Task goal: The word "down" marks the lines to report; pull each of them from the listing.
Dataset records Block Start
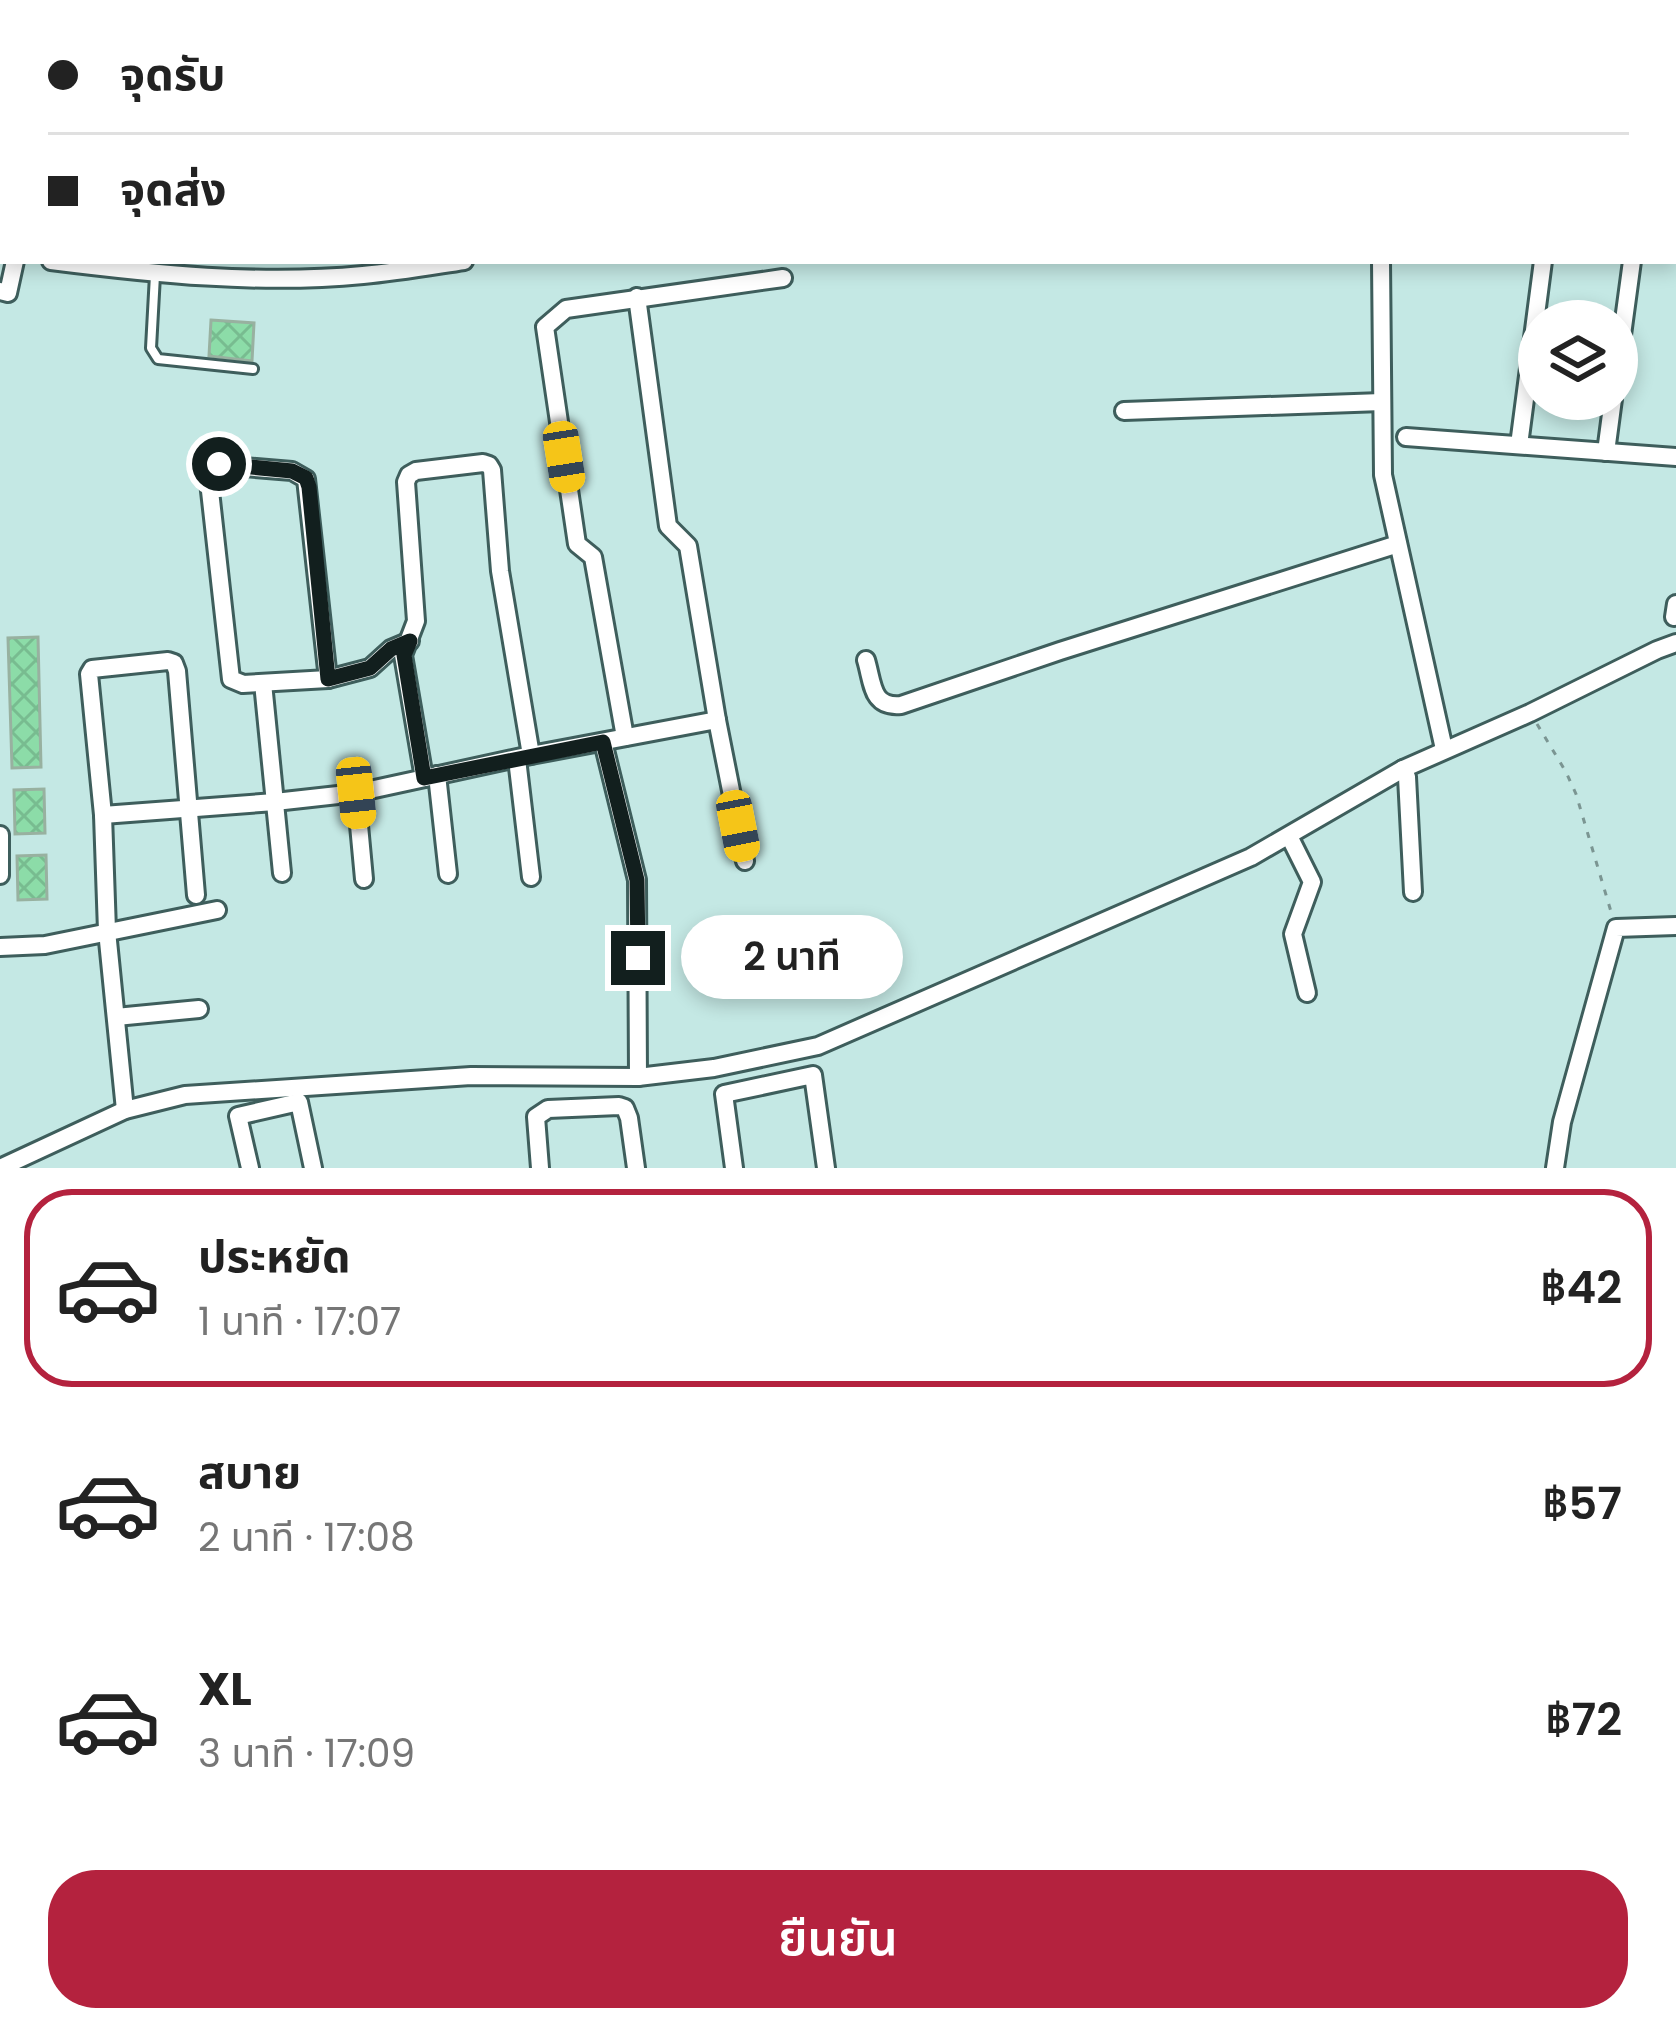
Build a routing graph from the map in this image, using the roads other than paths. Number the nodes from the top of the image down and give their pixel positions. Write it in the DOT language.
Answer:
Dataset records Block End
Dataset records Block Start
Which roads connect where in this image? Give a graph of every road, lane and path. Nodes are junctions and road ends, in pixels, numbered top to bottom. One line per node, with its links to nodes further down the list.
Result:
Dataset records Block End
Dataset records Block Start
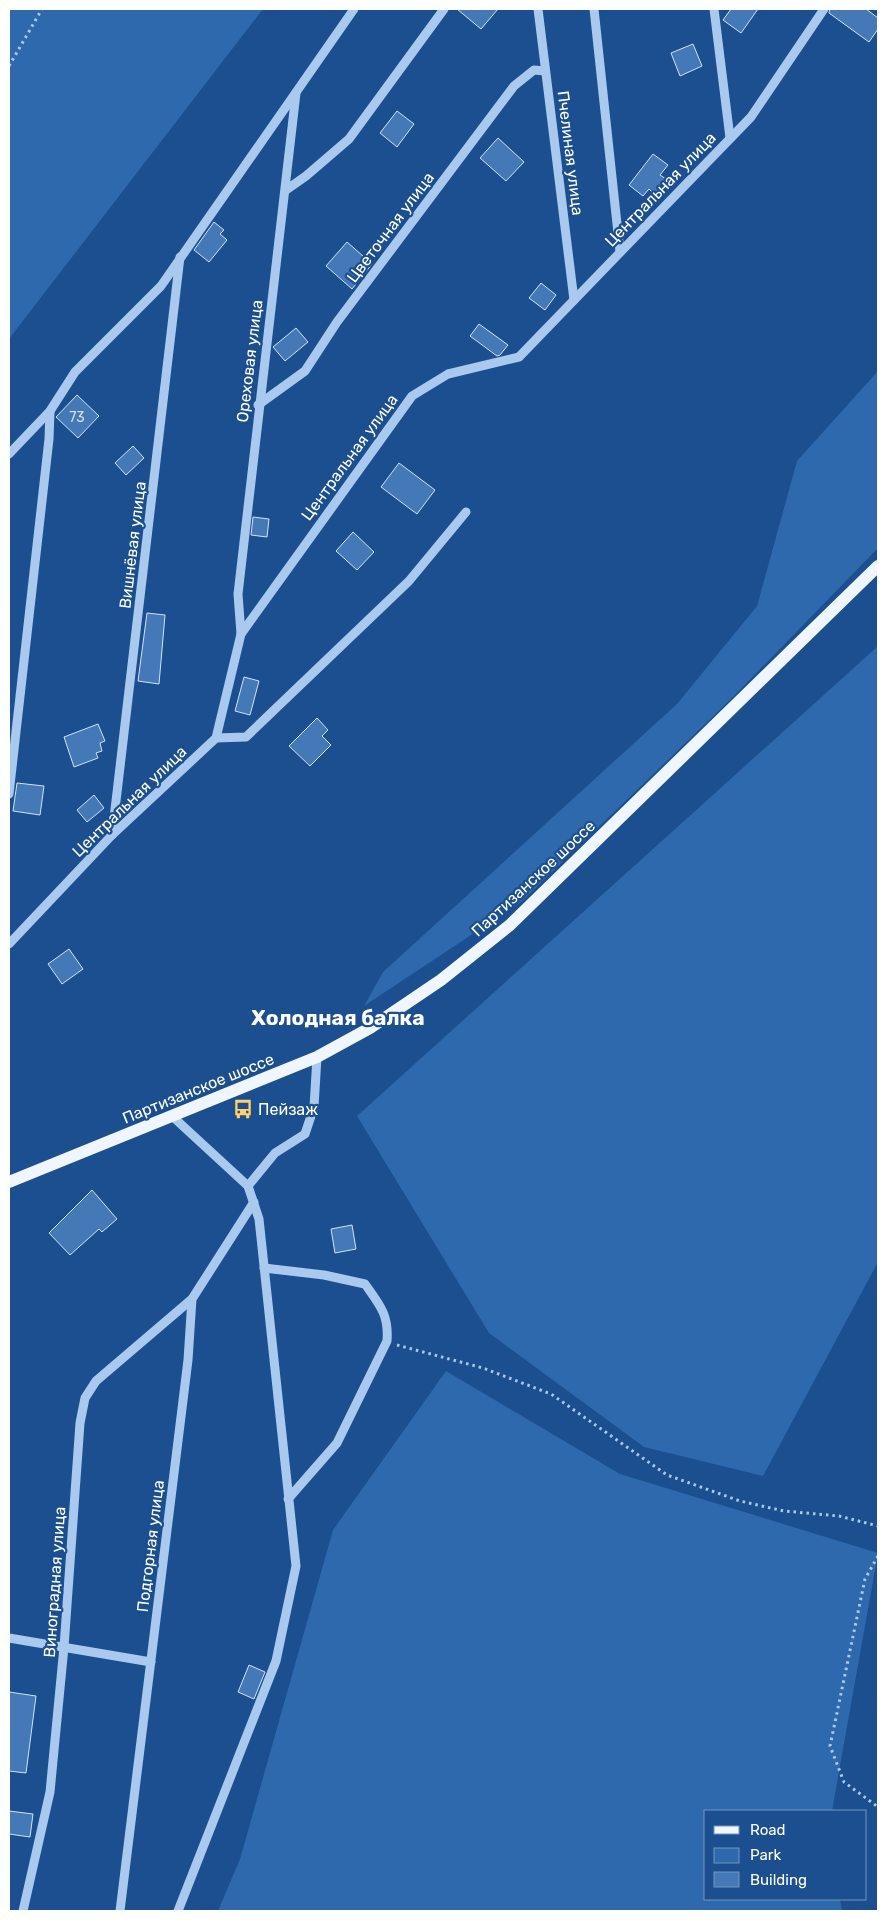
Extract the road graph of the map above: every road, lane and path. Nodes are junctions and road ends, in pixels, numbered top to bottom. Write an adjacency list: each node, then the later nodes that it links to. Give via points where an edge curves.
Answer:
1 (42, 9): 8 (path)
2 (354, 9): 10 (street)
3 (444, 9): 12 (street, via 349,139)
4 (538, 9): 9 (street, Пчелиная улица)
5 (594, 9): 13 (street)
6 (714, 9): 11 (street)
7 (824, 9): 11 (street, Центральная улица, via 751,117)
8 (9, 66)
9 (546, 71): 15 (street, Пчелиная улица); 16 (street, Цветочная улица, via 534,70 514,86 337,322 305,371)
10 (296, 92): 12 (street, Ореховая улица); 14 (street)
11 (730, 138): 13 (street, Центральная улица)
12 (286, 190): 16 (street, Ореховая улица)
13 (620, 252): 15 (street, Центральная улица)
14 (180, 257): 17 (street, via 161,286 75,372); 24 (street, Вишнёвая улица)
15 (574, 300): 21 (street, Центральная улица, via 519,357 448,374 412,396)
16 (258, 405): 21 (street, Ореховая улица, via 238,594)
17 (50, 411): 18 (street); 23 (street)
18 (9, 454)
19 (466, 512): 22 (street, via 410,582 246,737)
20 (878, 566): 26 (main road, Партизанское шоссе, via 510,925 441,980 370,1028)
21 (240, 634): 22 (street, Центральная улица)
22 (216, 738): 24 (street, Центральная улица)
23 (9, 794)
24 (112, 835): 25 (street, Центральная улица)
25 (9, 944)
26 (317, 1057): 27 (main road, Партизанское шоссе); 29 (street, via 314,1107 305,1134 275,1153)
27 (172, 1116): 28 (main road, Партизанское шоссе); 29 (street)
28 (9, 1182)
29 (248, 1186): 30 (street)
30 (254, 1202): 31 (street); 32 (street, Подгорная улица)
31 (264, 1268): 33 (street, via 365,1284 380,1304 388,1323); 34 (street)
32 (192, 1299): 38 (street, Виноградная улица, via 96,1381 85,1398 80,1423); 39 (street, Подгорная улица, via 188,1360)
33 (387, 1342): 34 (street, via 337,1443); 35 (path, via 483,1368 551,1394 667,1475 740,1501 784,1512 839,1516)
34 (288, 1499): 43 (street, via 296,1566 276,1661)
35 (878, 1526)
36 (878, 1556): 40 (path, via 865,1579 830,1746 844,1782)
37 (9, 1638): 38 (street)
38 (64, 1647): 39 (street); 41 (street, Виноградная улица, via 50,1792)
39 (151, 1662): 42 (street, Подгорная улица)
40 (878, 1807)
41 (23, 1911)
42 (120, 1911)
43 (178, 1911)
Dataset records Block End
Output of the task:
Build a routing graph from the map in this image, using the roads other than paths. Number the nodes from the top of the image down and give their pixel positions. Write it in the DOT language.
Which roads connect where in this image? Give a graph of every road, lane and path. Nodes are junctions and road ends, in pixels, numbered top to bottom. One line per node, with its links to nodes further down the list.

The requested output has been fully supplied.